Get free weekly news by e-mailCompanies must recognise their role in protecting customers’ identities and do more to protect them. That’s the advice of Harriet Pearson, chief privacy officer, IBM. “Any company that fails to do what is necessary to help protect consumers is putting its corporate reputation at risk,” writes Pearson in the winter issue of Directors & Boards magazine.

Certainly identify theft is a serious issue. According to the Federal Trade Commission, it cost consumers $53 billion last year and affected almost 10 million Americans, or one in eight adults in the country.

Pearson advises that corporations must make it difficult to hack into their internal company computer systems and consumer data - but there must also be the recognition that no defence is foolproof, so firms must have technology in place to alert them immediately when security is breached. Although having such an alarm system seems common sense, almost half of all malicious hacker attacks go undetected, Pearson says.
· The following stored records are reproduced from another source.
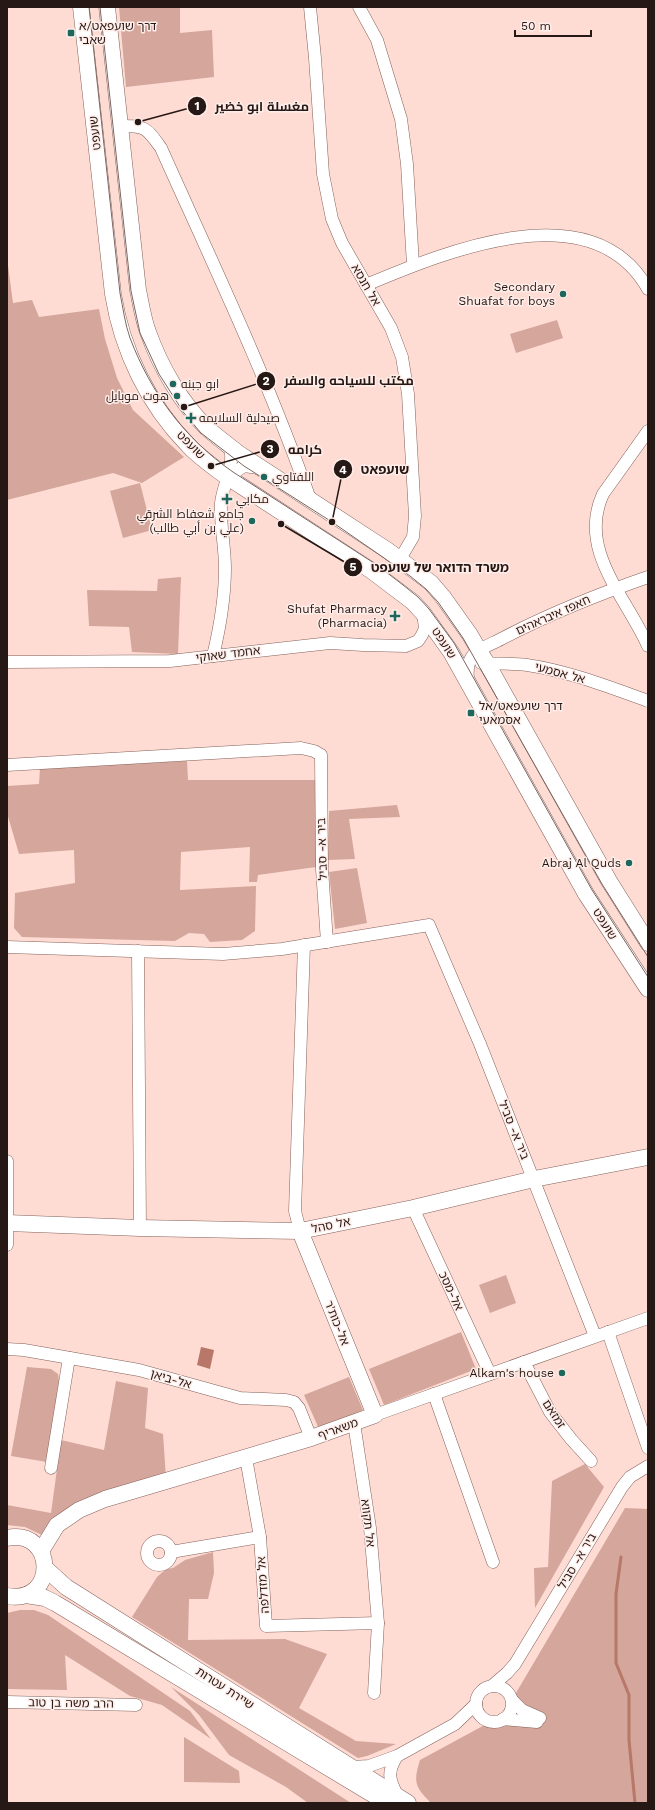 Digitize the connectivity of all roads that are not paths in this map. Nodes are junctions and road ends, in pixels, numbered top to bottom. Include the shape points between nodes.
1 (81, 7) edge
2 (107, 7) edge
3 (310, 7) edge
4 (359, 7) edge
5 (120, 126) junction
6 (413, 265) junction
7 (646, 282) edge
8 (366, 285) junction
9 (648, 431) edge
10 (230, 447) junction
11 (263, 469) junction
12 (228, 476) junction
13 (310, 499) junction
14 (400, 559) junction
15 (648, 577) edge
16 (614, 588) junction
17 (423, 613) junction
18 (493, 643) junction
19 (648, 646) edge
20 (451, 652) junction
21 (213, 656) junction
22 (478, 659) junction
23 (7, 662) edge
24 (504, 664) junction
25 (468, 683) junction
26 (648, 701) edge
27 (7, 765) edge
28 (327, 942) junction
29 (648, 943) edge
30 (304, 945) junction
31 (7, 947) edge
32 (138, 951) junction
33 (648, 989) edge
34 (648, 1157) edge
35 (7, 1161) edge
36 (534, 1179) junction
37 (413, 1208) junction
38 (7, 1223) edge
39 (140, 1228) junction
40 (300, 1231) junction
41 (7, 1245) edge
42 (648, 1318) edge
43 (608, 1332) junction
44 (595, 1336) junction
45 (7, 1349) edge
46 (69, 1358) junction
47 (524, 1362) junction
48 (490, 1374) junction
49 (434, 1394) junction
50 (375, 1415) junction
51 (354, 1423) junction
52 (311, 1438) junction
53 (648, 1448) edge
54 (246, 1458) junction
55 (591, 1461) dead end
56 (648, 1466) edge
57 (51, 1468) dead end
58 (9, 1537) edge
59 (260, 1537) junction
60 (41, 1551) junction
61 (171, 1552) dead end
62 (493, 1562) dead end
63 (45, 1568) junction
64 (7, 1596) edge
65 (26, 1596) junction
66 (378, 1623) junction
67 (515, 1664) junction
68 (493, 1685) junction
69 (374, 1693) dead end
70 (510, 1696) junction
71 (7, 1702) edge
72 (476, 1704) junction
73 (136, 1705) dead end
74 (484, 1719) junction
75 (503, 1719) junction
76 (455, 1724) junction
77 (397, 1756) junction
78 (352, 1767) junction
79 (397, 1800) edge

1 - 12 street, שועפט via 111,278 123,339 156,406 188,446
2 - 5 street, שועפט
3 - 8 street, אל חנסא via 327,197 332,219 342,243
4 - 6 street via 377,40 400,119 407,164
5 - 10 street, שועפט via 138,290 148,331 178,391 206,427
5 - 13 street via 145,128 161,148 289,440
6 - 7 street via 449,252 510,238 553,235 578,238 602,246 620,256
6 - 8 street
8 - 14 street, אל חנסא via 399,347 408,394 415,516 413,537
9 - 16 street via 598,504 595,518 597,542
10 - 11 street, שועפט
10 - 12 street via 232,457
11 - 12 street via 244,466
11 - 13 street, שועפט
12 - 17 street, שועפט via 372,571 413,602
12 - 21 street via 221,504 224,595
13 - 14 street, שועפט
14 - 22 street, שועפט via 431,583 455,612
15 - 16 street, חאפז איבראהים
16 - 18 street, חאפז איבראהים
16 - 19 street
17 - 20 street, שועפט
17 - 21 street, אחמד שאוקי via 422,636 418,641 406,646 330,643
18 - 22 street
18 - 24 street via 493,656
20 - 22 street, אל אסמעי via 458,658
20 - 25 street, שועפט
21 - 23 street, אחמד שאוקי via 170,660
22 - 24 street, אל אסמעי
22 - 25 street via 467,673
22 - 29 street, שועפט
24 - 26 street, אל אסמעי via 540,668
25 - 33 street, שועפט via 586,894
27 - 28 street, ביר א- סביל via 301,748 314,751 320,755 322,869
28 - 30 street
28 - 36 street, ביר א- סביל via 429,925
30 - 32 street via 223,954
30 - 40 street via 295,1211
31 - 32 street
32 - 39 street
34 - 36 street, אל סהל
35 - 38 street
36 - 37 street, אל סהל
36 - 44 street, ביר א- סביל
37 - 40 street, אל סהל
37 - 48 street, אל-מסכ
38 - 39 street, אל סהל
38 - 41 street
39 - 40 street, אל סהל
40 - 50 street, אל-כות'ר
42 - 43 street, משאריף
43 - 44 street, משאריף
43 - 53 street
44 - 47 street, משאריף
45 - 46 street, אל-ביאן
46 - 52 street, אל-ביאן via 139,1370 240,1398 294,1402
46 - 57 street
47 - 48 street, משאריף
47 - 55 street, זמזאם via 550,1412
48 - 49 street, משאריף
49 - 50 street, משאריף
49 - 62 street
50 - 51 street, משאריף
51 - 52 street, משאריף
51 - 66 street, אל תקווא via 370,1528
52 - 54 street, משאריף
54 - 59 street, אל מזדלפה
54 - 60 street, משאריף via 105,1499 79,1510 57,1525
56 - 67 street, ביר א- סביל via 630,1477 622,1487
58 - 60 street via 29,1540
59 - 61 street
59 - 66 street, אל מזדלפה via 266,1626
60 - 63 street
63 - 65 street via 40,1585
63 - 78 street, שיירת עטרות via 66,1587
64 - 65 street, שיירת עטרות
65 - 79 street, שיירת עטרות via 45,1598 55,1603
66 - 69 street, אל תקווא
67 - 68 street, ביר א- סביל
67 - 70 street, ביר א- סביל
68 - 70 street via 504,1689
68 - 72 street via 481,1691
70 - 75 street via 511,1711
70 - 75 street via 522,1710 538,1720
71 - 73 street, הרב משה בן טוב
72 - 74 street
72 - 76 street
74 - 75 street via 494,1722
74 - 76 street
76 - 77 street
77 - 78 street via 369,1766
77 - 79 street via 390,1770
78 - 79 street, שיירת עטרות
She outlines a number of other steps that corporations should consider to protect their customers’ data. The first is to recognise that employees and former employees are responsible for many breaches. Employers need to look at what kind of information is displayed and how it's shared. Handing out company and/or system wide entrée is particularly dangerous and should be done judiciously.

Pearson also recommends running a security audit to determine any weak spots. Frequently, she says, a corporation’s software security code can be vulnerable. The solution is replacing the code with sophisticated security architecture that “closes the holes between different parts of the business, provides multiple layers of security, and outsmarts the thieves at their own game,” she says. Finally, it’s wise to encrypt or otherwise protect customer data to hide individual customer’s identities.

“The amazing thing is that security hasn’t kept pace with the rapid expansion of the online world,” says Pearson. As online commerce grows, corporations owe it their customers and themselves to be sure consumers have confidence in doing business there.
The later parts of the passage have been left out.